Mme Michèle Bonneton. Très bien !

M. le président. La parole est à Mme la secrétaire d'État chargée du numérique.

Mme Axelle Lemaire, secrétaire d'État chargée du numérique. Monsieur le député, un patron qui décide de réduire sa rémunération pour augmenter celle de ses salariés : est-ce de la science-fiction ? Eh bien, non : c'est ce qui s'est produit tout récemment dans une start-up cotée à la Bourse de New York. Il faut cependant reconnaître que l'on n'est pas loin de la science-fiction ! La réalité, c'est effectivement une hausse constante des rémunérations des grands patrons du CAC 40.

Cela pose question sur le plan social, éthique, moral, mais aussi économique, lorsque ces rémunérations sont totalement déconnectées des performances des entreprises. C'est la raison pour laquelle le Gouvernement a décidé en 2012 d'encadrer les situations qui dépassaient les limites de l'acceptable et que nos concitoyens ont raison de ne pas accepter.

C'est tout d'abord au secteur public qu'il revient d'être exemplaire. Les revenus des dirigeants y sont désormais plafonnés à 450 000 euros brut par an, et les rémunérations comprises dans une échelle de un à vingt.

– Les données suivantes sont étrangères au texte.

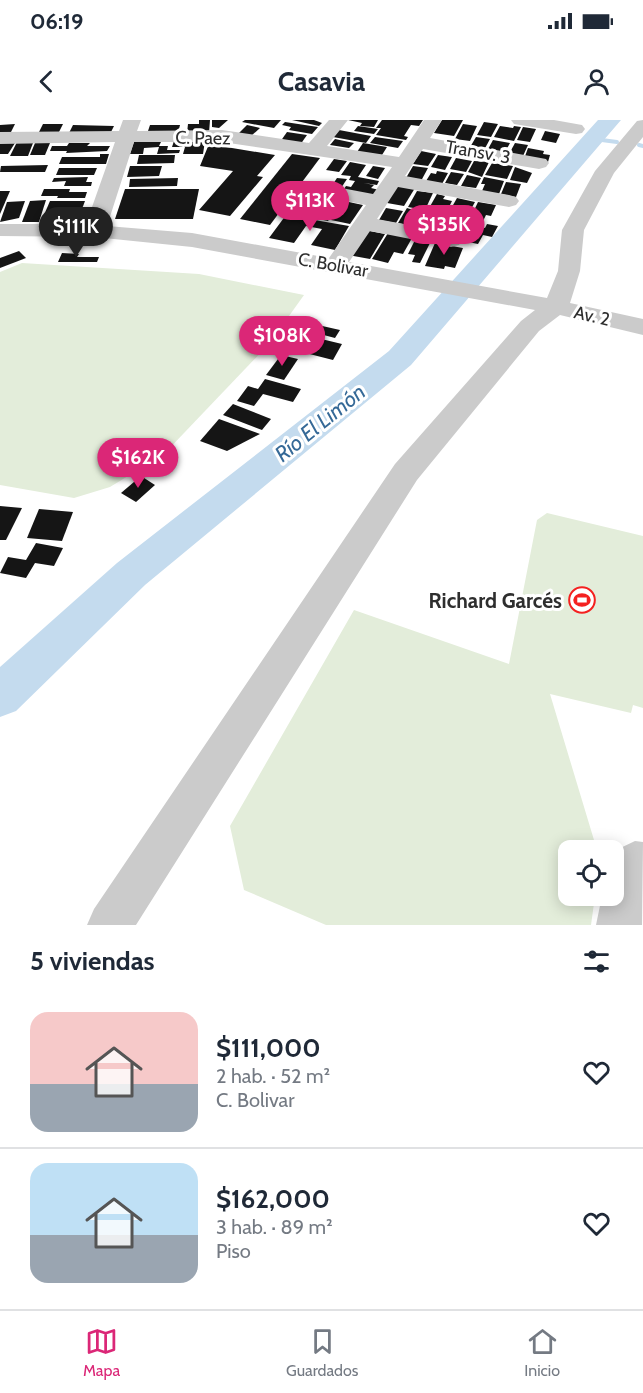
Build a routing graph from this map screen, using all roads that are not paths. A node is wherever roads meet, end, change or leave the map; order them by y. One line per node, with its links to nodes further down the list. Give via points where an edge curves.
1 (239, 120): 8 (street)
2 (339, 120): 11 (street)
3 (433, 120): 10 (street)
4 (519, 120): 7 (street)
5 (643, 126): 22 (street, via 605,171 573,230)
6 (129, 129): 8 (street, C. Paez); 9 (street, C. Paez); 19 (street)
7 (576, 129)
8 (222, 136): 11 (street, C. Paez)
9 (0, 138)
10 (417, 142): 12 (street, Transv. 3); 13 (street)
11 (314, 149): 13 (street, C. Paez)
12 (539, 163)
13 (398, 171): 15 (street); 16 (street, C. Paez)
14 (315, 189): 15 (street)
15 (379, 201): 17 (street)
16 (509, 201)
17 (364, 223): 20 (street); 21 (street)
18 (0, 230): 19 (street, C. Bolivar)
19 (93, 231): 21 (street, C. Bolivar, via 192,240)
20 (451, 240)
21 (335, 266): 23 (street, C. Bolivar)
22 (569, 271): 23 (street); 24 (street, via 579,294 587,300)
23 (556, 308): 24 (street, Av. 2); 26 (street, via 530,326 406,472)
24 (637, 318)
25 (643, 864): 27 (street, via 629,866)
26 (110, 925)
27 (619, 925)

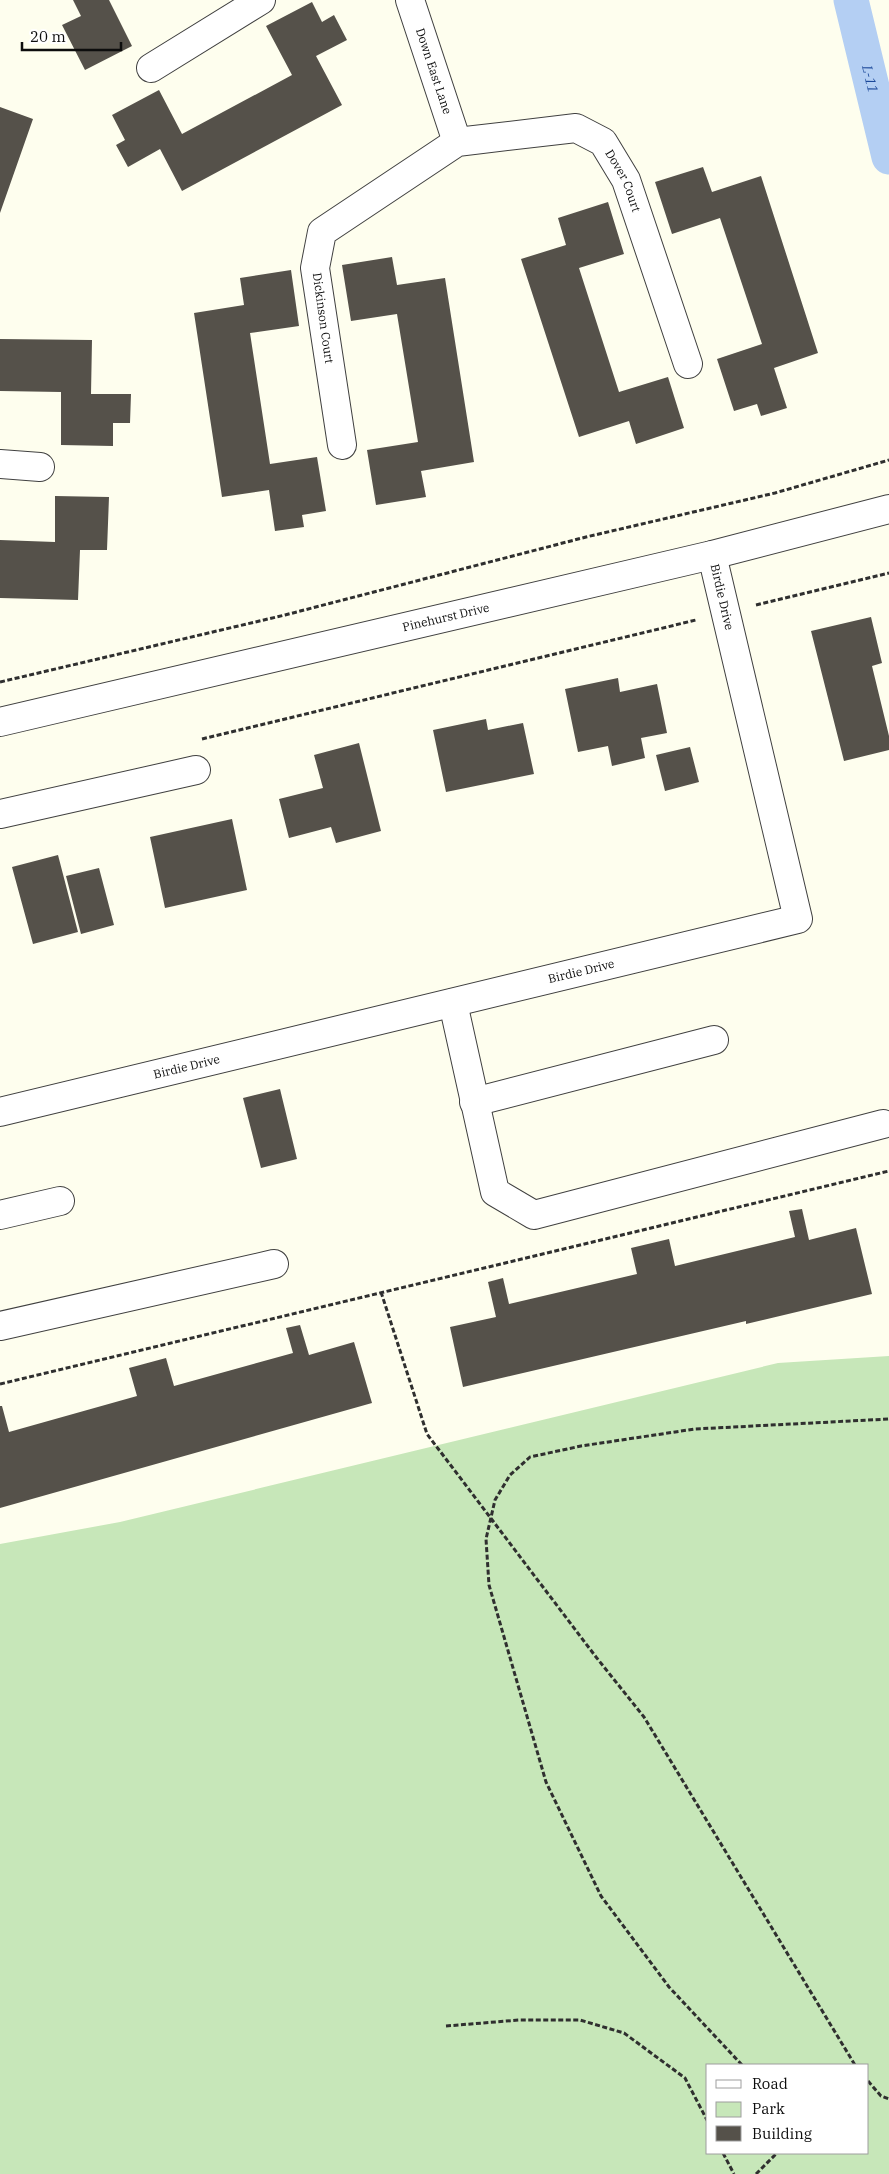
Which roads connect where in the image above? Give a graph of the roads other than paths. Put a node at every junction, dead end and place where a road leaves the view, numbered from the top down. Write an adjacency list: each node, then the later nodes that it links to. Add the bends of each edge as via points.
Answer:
1 (261, 0): 3 (street)
2 (410, 0): 4 (street, Down East Lane)
3 (151, 68)
4 (457, 142): 5 (street, Dover Court, via 576,128 603,142 626,180); 6 (street, Dickinson Court, via 322,232 315,268)
5 (688, 364)
6 (342, 445)
7 (0, 464): 8 (street)
8 (40, 467)
9 (889, 509): 10 (street, Pinehurst Drive)
10 (712, 555): 11 (street, Pinehurst Drive); 14 (street, Birdie Drive, via 798,919)
11 (0, 722)
12 (196, 770): 13 (street)
13 (0, 814)
14 (452, 1003): 16 (street); 17 (street, Birdie Drive)
15 (714, 1040): 16 (street)
16 (474, 1102): 18 (street, via 494,1192 534,1215)
17 (0, 1112)
18 (883, 1124)
19 (60, 1200): 20 (street)
20 (0, 1215)
21 (274, 1264): 22 (street)
22 (0, 1326)

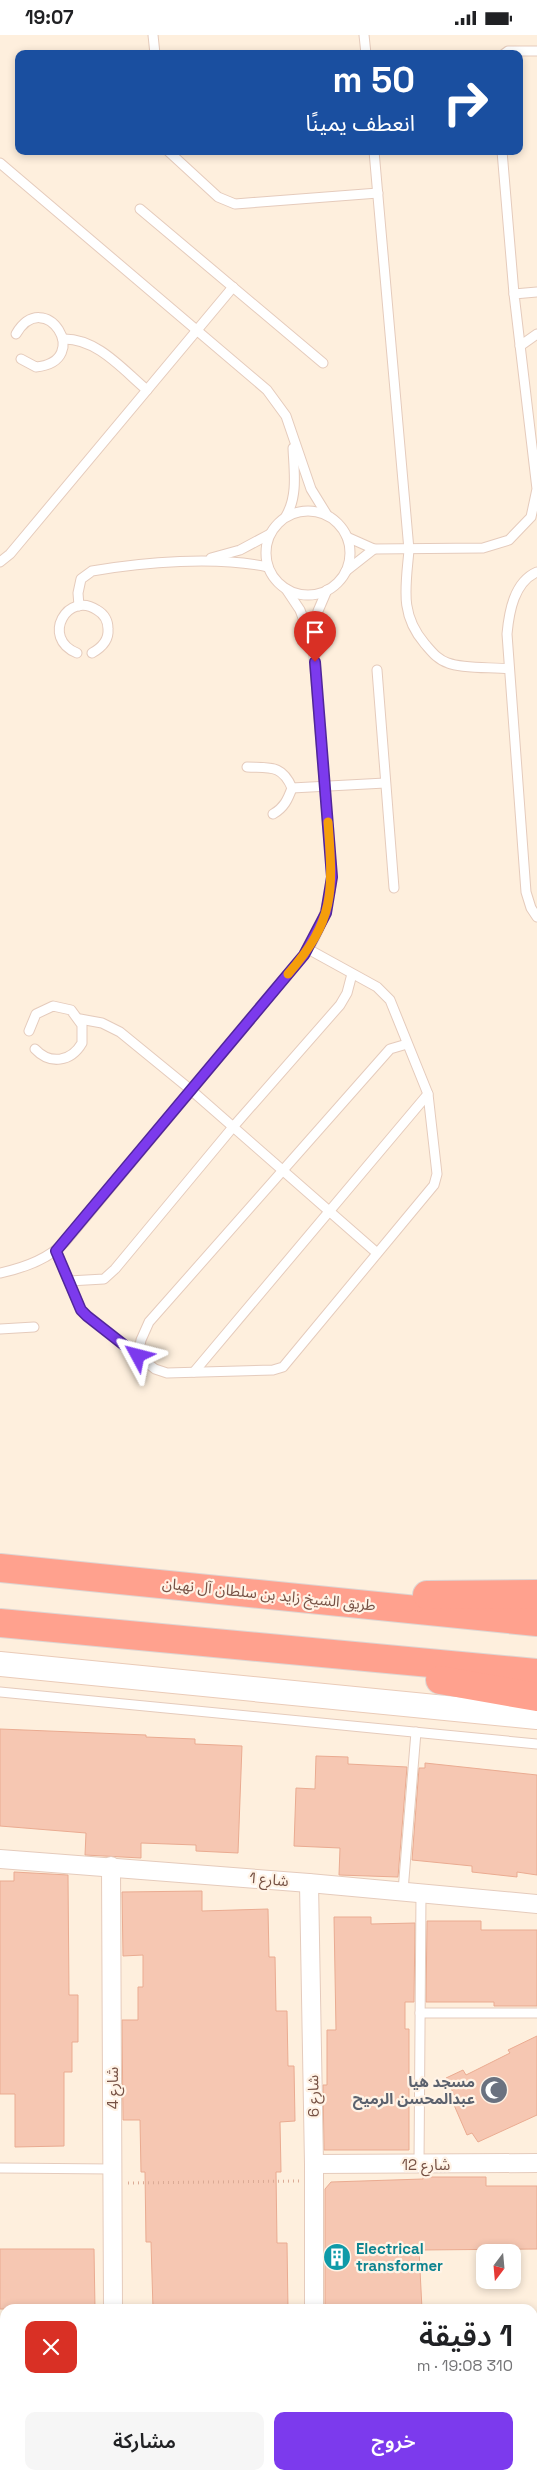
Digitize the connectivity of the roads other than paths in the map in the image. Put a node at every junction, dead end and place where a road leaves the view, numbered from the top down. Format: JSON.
{"nodes":[{"id":1,"x":153,"y":35,"type":"edge"},
{"id":2,"x":364,"y":35,"type":"edge"},
{"id":3,"x":154,"y":50,"type":"edge"},
{"id":4,"x":366,"y":50,"type":"edge"},
{"id":5,"x":523,"y":51,"type":"edge"},
{"id":6,"x":537,"y":51,"type":"edge"},
{"id":7,"x":172,"y":155,"type":"edge"},
{"id":8,"x":374,"y":155,"type":"edge"},
{"id":9,"x":502,"y":155,"type":"edge"},
{"id":10,"x":0,"y":163,"type":"edge"},
{"id":11,"x":378,"y":193,"type":"junction"},
{"id":12,"x":140,"y":209,"type":"dead end"},
{"id":13,"x":233,"y":287,"type":"junction"},
{"id":14,"x":537,"y":292,"type":"edge"},
{"id":15,"x":514,"y":294,"type":"junction"},
{"id":16,"x":197,"y":331,"type":"junction"},
{"id":17,"x":16,"y":334,"type":"dead end"},
{"id":18,"x":537,"y":334,"type":"edge"},
{"id":19,"x":63,"y":339,"type":"junction"},
{"id":20,"x":520,"y":345,"type":"junction"},
{"id":21,"x":21,"y":359,"type":"dead end"},
{"id":22,"x":324,"y":363,"type":"dead end"},
{"id":23,"x":147,"y":390,"type":"junction"},
{"id":24,"x":293,"y":441,"type":"junction"},
{"id":25,"x":327,"y":515,"type":"junction"},
{"id":26,"x":286,"y":516,"type":"junction"},
{"id":27,"x":270,"y":534,"type":"junction"},
{"id":28,"x":347,"y":537,"type":"junction"},
{"id":29,"x":374,"y":549,"type":"junction"},
{"id":30,"x":409,"y":550,"type":"junction"},
{"id":31,"x":199,"y":561,"type":"junction"},
{"id":32,"x":0,"y":562,"type":"edge"},
{"id":33,"x":268,"y":567,"type":"junction"},
{"id":34,"x":346,"y":571,"type":"junction"},
{"id":35,"x":537,"y":572,"type":"edge"},
{"id":36,"x":286,"y":589,"type":"junction"},
{"id":37,"x":326,"y":590,"type":"junction"},
{"id":38,"x":79,"y":606,"type":"junction"},
{"id":39,"x":314,"y":644,"type":"junction"},
{"id":40,"x":78,"y":653,"type":"dead end"},
{"id":41,"x":92,"y":653,"type":"dead end"},
{"id":42,"x":509,"y":669,"type":"junction"},
{"id":43,"x":377,"y":670,"type":"dead end"},
{"id":44,"x":247,"y":767,"type":"dead end"},
{"id":45,"x":385,"y":783,"type":"junction"},
{"id":46,"x":292,"y":787,"type":"junction"},
{"id":47,"x":325,"y":787,"type":"junction"},
{"id":48,"x":273,"y":814,"type":"dead end"},
{"id":49,"x":394,"y":889,"type":"dead end"},
{"id":50,"x":537,"y":917,"type":"edge"},
{"id":51,"x":308,"y":949,"type":"junction"},
{"id":52,"x":352,"y":973,"type":"junction"},
{"id":53,"x":80,"y":1019,"type":"junction"},
{"id":54,"x":29,"y":1031,"type":"dead end"},
{"id":55,"x":407,"y":1044,"type":"junction"},
{"id":56,"x":35,"y":1049,"type":"dead end"},
{"id":57,"x":191,"y":1090,"type":"junction"},
{"id":58,"x":428,"y":1094,"type":"junction"},
{"id":59,"x":233,"y":1127,"type":"junction"},
{"id":60,"x":284,"y":1171,"type":"junction"},
{"id":61,"x":329,"y":1210,"type":"junction"},
{"id":62,"x":56,"y":1251,"type":"junction"},
{"id":63,"x":378,"y":1253,"type":"junction"},
{"id":64,"x":0,"y":1273,"type":"edge"},
{"id":65,"x":69,"y":1281,"type":"junction"},
{"id":66,"x":34,"y":1327,"type":"dead end"},
{"id":67,"x":0,"y":1329,"type":"edge"},
{"id":68,"x":138,"y":1356,"type":"junction"},
{"id":69,"x":194,"y":1372,"type":"junction"},
{"id":70,"x":0,"y":1568,"type":"edge"},
{"id":71,"x":537,"y":1594,"type":"edge"},
{"id":72,"x":288,"y":1596,"type":"junction"},
{"id":73,"x":537,"y":1621,"type":"edge"},
{"id":74,"x":0,"y":1623,"type":"edge"},
{"id":75,"x":362,"y":1656,"type":"junction"},
{"id":76,"x":0,"y":1664,"type":"edge"},
{"id":77,"x":537,"y":1673,"type":"edge"},
{"id":78,"x":0,"y":1693,"type":"edge"},
{"id":79,"x":537,"y":1697,"type":"edge"},
{"id":80,"x":537,"y":1717,"type":"edge"},
{"id":81,"x":416,"y":1732,"type":"junction"},
{"id":82,"x":537,"y":1743,"type":"edge"},
{"id":83,"x":0,"y":1859,"type":"edge"},
{"id":84,"x":111,"y":1866,"type":"junction"},
{"id":85,"x":309,"y":1883,"type":"junction"},
{"id":86,"x":402,"y":1891,"type":"junction"},
{"id":87,"x":421,"y":1893,"type":"junction"},
{"id":88,"x":537,"y":1904,"type":"edge"},
{"id":89,"x":420,"y":2013,"type":"junction"},
{"id":90,"x":537,"y":2013,"type":"edge"},
{"id":91,"x":537,"y":2163,"type":"edge"},
{"id":92,"x":418,"y":2164,"type":"junction"},
{"id":93,"x":0,"y":2168,"type":"edge"},
{"id":94,"x":314,"y":2172,"type":"junction"},
{"id":95,"x":112,"y":2176,"type":"junction"},
{"id":96,"x":112,"y":2304,"type":"edge"},
{"id":97,"x":314,"y":2304,"type":"edge"}],
"edges":[{"from":1,"to":3,"type":"lane"},
{"from":2,"to":4,"type":"lane"},
{"from":5,"to":6,"type":"lane"},
{"from":7,"to":11,"type":"lane"},
{"from":8,"to":11,"type":"lane"},
{"from":9,"to":15,"type":"lane"},
{"from":10,"to":16,"type":"lane"},
{"from":11,"to":30,"type":"lane"},
{"from":12,"to":13,"type":"lane"},
{"from":13,"to":16,"type":"lane"},
{"from":13,"to":22,"type":"lane"},
{"from":14,"to":15,"type":"lane"},
{"from":15,"to":20,"type":"lane"},
{"from":16,"to":23,"type":"lane"},
{"from":16,"to":24,"type":"lane"},
{"from":17,"to":19,"type":"lane"},
{"from":18,"to":20,"type":"lane"},
{"from":19,"to":21,"type":"lane"},
{"from":19,"to":23,"type":"lane"},
{"from":20,"to":30,"type":"lane"},
{"from":23,"to":32,"type":"lane"},
{"from":24,"to":25,"type":"lane"},
{"from":24,"to":26,"type":"lane"},
{"from":25,"to":26,"type":"lane"},
{"from":25,"to":28,"type":"lane"},
{"from":26,"to":27,"type":"lane"},
{"from":27,"to":31,"type":"lane"},
{"from":27,"to":33,"type":"lane"},
{"from":28,"to":29,"type":"lane"},
{"from":28,"to":34,"type":"lane"},
{"from":29,"to":30,"type":"lane"},
{"from":29,"to":34,"type":"lane"},
{"from":30,"to":42,"type":"lane"},
{"from":31,"to":33,"type":"lane"},
{"from":31,"to":38,"type":"lane"},
{"from":33,"to":36,"type":"lane"},
{"from":34,"to":37,"type":"lane"},
{"from":35,"to":42,"type":"lane"},
{"from":36,"to":37,"type":"lane"},
{"from":36,"to":39,"type":"lane"},
{"from":37,"to":39,"type":"lane"},
{"from":38,"to":40,"type":"lane"},
{"from":38,"to":41,"type":"lane"},
{"from":39,"to":47,"type":"lane"},
{"from":42,"to":50,"type":"lane"},
{"from":43,"to":45,"type":"lane"},
{"from":44,"to":46,"type":"lane"},
{"from":45,"to":47,"type":"lane"},
{"from":45,"to":49,"type":"lane"},
{"from":46,"to":47,"type":"lane"},
{"from":46,"to":48,"type":"lane"},
{"from":47,"to":51,"type":"lane"},
{"from":51,"to":52,"type":"lane"},
{"from":51,"to":57,"type":"lane"},
{"from":52,"to":55,"type":"lane"},
{"from":52,"to":59,"type":"lane"},
{"from":53,"to":54,"type":"lane"},
{"from":53,"to":56,"type":"lane"},
{"from":53,"to":57,"type":"lane"},
{"from":55,"to":58,"type":"lane"},
{"from":55,"to":60,"type":"lane"},
{"from":57,"to":59,"type":"lane"},
{"from":57,"to":62,"type":"lane"},
{"from":58,"to":61,"type":"lane"},
{"from":58,"to":63,"type":"lane"},
{"from":59,"to":60,"type":"lane"},
{"from":59,"to":65,"type":"lane"},
{"from":60,"to":61,"type":"lane"},
{"from":60,"to":68,"type":"lane"},
{"from":61,"to":63,"type":"lane"},
{"from":61,"to":69,"type":"lane"},
{"from":62,"to":64,"type":"lane"},
{"from":62,"to":65,"type":"lane"},
{"from":63,"to":69,"type":"lane"},
{"from":65,"to":68,"type":"lane"},
{"from":66,"to":67,"type":"lane"},
{"from":68,"to":69,"type":"lane"},
{"from":70,"to":72,"type":"highway","name":"طريق الشيخ زايد بن سلطان آل نهيان"},
{"from":71,"to":72,"type":"highway"},
{"from":72,"to":73,"type":"highway","name":"طريق الشيخ زايد بن سلطان آل نهيان"},
{"from":74,"to":75,"type":"highway"},
{"from":75,"to":77,"type":"highway"},
{"from":75,"to":79,"type":"highway"},
{"from":76,"to":80,"type":"main road"},
{"from":78,"to":81,"type":"lane"},
{"from":81,"to":82,"type":"lane"},
{"from":81,"to":86,"type":"lane"},
{"from":83,"to":84,"type":"street","name":"شارع 1"},
{"from":84,"to":85,"type":"street","name":"شارع 1"},
{"from":84,"to":95,"type":"street","name":"شارع 4"},
{"from":85,"to":86,"type":"street","name":"شارع 1"},
{"from":85,"to":94,"type":"street","name":"شارع 6"},
{"from":86,"to":87,"type":"street","name":"شارع 1"},
{"from":87,"to":88,"type":"street","name":"شارع 1"},
{"from":87,"to":89,"type":"lane"},
{"from":89,"to":90,"type":"lane"},
{"from":89,"to":92,"type":"lane"},
{"from":91,"to":92,"type":"street","name":"شارع 12"},
{"from":92,"to":94,"type":"street","name":"شارع 12"},
{"from":93,"to":95,"type":"lane"},
{"from":94,"to":97,"type":"street","name":"شارع 6"},
{"from":95,"to":96,"type":"street","name":"شارع 4"}]}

Mais en cette période où se tiennent les assemblées générales, c'est surtout du secteur privé dont on parle. Dans les entreprises privées, la pratique du say on pay a été généralisée par le nouveau code AFEP-MEDEF. Plusieurs avancées ont renforcé le dispositif applicable afin d'assurer toute la transparence nécessaire au débat public et permettre aux actionnaires de contester les rémunérations scandaleuses.

Voilà ce qui a déjà été fait ; la loi Macron permettra d'aller plus loin, notamment en ce qui concerne les mandataires sociaux.